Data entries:
BEGIN

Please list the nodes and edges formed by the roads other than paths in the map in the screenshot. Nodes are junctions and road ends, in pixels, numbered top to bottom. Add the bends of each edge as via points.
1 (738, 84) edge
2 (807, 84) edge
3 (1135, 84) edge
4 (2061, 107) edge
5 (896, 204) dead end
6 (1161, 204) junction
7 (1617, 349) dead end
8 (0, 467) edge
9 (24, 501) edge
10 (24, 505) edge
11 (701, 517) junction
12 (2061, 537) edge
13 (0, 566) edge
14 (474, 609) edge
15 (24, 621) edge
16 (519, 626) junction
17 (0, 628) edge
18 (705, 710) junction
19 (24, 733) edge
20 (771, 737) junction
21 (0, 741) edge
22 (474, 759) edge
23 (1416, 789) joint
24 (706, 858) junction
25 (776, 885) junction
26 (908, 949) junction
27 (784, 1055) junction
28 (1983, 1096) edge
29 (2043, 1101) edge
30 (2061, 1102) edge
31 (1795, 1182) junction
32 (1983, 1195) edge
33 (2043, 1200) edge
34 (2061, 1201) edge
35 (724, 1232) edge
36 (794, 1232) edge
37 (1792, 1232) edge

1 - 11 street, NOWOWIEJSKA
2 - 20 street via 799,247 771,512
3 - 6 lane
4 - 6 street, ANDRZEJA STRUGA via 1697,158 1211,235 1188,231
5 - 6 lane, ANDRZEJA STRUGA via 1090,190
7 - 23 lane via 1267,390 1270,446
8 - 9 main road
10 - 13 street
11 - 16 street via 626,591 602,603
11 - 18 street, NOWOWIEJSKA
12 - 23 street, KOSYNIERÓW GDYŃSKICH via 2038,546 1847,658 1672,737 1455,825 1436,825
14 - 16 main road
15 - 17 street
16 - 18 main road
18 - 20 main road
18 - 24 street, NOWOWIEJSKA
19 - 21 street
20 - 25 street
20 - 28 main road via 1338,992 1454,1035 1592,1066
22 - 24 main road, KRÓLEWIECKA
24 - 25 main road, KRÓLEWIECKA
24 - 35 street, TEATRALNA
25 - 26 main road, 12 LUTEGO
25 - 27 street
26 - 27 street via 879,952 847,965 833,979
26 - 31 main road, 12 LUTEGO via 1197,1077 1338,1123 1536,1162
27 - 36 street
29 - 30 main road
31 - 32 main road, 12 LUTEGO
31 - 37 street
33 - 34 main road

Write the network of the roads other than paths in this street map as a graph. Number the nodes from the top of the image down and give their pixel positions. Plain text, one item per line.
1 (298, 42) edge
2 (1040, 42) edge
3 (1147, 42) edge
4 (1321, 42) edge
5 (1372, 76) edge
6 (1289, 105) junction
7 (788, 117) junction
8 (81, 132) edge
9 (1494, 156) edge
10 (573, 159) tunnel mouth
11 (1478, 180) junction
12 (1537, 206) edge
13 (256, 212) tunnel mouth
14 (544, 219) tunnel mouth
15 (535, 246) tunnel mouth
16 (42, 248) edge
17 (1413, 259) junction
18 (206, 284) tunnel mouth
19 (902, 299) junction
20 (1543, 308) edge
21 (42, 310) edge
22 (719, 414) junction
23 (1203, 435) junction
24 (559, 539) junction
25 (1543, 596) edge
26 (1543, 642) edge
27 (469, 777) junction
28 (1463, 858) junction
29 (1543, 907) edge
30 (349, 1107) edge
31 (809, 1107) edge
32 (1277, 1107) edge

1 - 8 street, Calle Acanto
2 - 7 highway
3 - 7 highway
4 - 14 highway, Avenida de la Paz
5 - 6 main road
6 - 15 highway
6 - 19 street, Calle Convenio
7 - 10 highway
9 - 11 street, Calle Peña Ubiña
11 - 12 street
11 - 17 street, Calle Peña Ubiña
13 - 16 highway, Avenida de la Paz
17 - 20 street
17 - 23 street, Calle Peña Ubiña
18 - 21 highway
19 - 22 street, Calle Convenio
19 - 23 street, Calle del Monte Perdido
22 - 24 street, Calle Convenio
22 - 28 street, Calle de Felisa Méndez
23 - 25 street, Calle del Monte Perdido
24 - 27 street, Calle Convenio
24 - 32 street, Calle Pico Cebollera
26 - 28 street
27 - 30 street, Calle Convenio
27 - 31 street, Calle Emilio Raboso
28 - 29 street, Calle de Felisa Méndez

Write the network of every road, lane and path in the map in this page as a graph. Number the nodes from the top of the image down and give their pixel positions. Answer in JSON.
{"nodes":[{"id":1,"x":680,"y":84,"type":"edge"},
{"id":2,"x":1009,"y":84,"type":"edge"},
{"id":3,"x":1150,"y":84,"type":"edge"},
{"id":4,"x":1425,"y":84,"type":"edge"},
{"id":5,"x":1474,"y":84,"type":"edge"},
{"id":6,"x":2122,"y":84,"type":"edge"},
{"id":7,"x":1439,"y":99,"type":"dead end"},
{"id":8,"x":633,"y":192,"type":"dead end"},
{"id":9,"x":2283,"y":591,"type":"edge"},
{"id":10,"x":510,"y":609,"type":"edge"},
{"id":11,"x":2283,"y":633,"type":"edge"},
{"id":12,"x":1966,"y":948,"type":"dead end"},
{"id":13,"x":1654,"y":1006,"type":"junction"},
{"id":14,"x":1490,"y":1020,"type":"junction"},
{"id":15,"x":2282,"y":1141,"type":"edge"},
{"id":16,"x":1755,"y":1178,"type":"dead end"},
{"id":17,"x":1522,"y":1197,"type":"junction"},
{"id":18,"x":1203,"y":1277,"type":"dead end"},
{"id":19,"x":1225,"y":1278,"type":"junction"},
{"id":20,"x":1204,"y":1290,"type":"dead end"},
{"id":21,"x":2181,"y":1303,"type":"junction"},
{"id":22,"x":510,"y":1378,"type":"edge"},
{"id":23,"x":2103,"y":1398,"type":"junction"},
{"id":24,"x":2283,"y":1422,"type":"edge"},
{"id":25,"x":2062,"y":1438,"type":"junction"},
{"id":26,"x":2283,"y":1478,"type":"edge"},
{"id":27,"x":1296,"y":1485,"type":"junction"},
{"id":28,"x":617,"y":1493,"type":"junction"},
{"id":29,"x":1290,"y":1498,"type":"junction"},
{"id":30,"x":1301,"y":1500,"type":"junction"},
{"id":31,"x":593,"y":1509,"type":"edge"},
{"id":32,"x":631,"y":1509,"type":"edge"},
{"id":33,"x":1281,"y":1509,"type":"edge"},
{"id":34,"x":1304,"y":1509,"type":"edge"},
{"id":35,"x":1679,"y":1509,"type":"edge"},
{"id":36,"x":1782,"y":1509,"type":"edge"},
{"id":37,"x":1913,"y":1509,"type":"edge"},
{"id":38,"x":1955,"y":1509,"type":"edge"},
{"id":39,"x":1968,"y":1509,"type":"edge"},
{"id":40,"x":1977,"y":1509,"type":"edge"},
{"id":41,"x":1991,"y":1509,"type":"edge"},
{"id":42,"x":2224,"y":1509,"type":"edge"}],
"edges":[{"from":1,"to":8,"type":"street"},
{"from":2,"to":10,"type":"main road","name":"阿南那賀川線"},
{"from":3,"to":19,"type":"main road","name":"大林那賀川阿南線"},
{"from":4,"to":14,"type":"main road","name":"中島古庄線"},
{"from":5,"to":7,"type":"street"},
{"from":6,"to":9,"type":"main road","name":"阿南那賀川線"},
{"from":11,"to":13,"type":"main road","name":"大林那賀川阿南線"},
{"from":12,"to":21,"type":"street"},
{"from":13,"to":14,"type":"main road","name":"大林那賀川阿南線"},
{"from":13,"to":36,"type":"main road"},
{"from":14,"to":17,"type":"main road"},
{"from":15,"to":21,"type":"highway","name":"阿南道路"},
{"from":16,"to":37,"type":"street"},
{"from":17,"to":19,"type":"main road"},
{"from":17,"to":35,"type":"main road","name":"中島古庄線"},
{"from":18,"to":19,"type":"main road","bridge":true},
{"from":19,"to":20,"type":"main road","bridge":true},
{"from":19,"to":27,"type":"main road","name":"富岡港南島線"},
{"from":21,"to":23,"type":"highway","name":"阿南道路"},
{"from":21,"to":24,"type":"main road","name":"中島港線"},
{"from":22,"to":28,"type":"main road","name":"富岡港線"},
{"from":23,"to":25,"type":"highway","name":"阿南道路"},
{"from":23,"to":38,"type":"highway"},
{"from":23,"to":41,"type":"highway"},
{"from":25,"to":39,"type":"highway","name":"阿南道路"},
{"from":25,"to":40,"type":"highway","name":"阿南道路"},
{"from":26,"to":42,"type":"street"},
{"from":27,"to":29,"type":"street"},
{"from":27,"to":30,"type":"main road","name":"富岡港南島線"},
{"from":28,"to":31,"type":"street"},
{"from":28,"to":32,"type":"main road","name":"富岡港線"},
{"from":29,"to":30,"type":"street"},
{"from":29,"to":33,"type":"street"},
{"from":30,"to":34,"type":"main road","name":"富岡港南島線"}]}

END

If a line in the records above holds the string "Peña", copy it out.

SOLUTION BELOW:
9 - 11 street, Calle Peña Ubiña
11 - 17 street, Calle Peña Ubiña
17 - 23 street, Calle Peña Ubiña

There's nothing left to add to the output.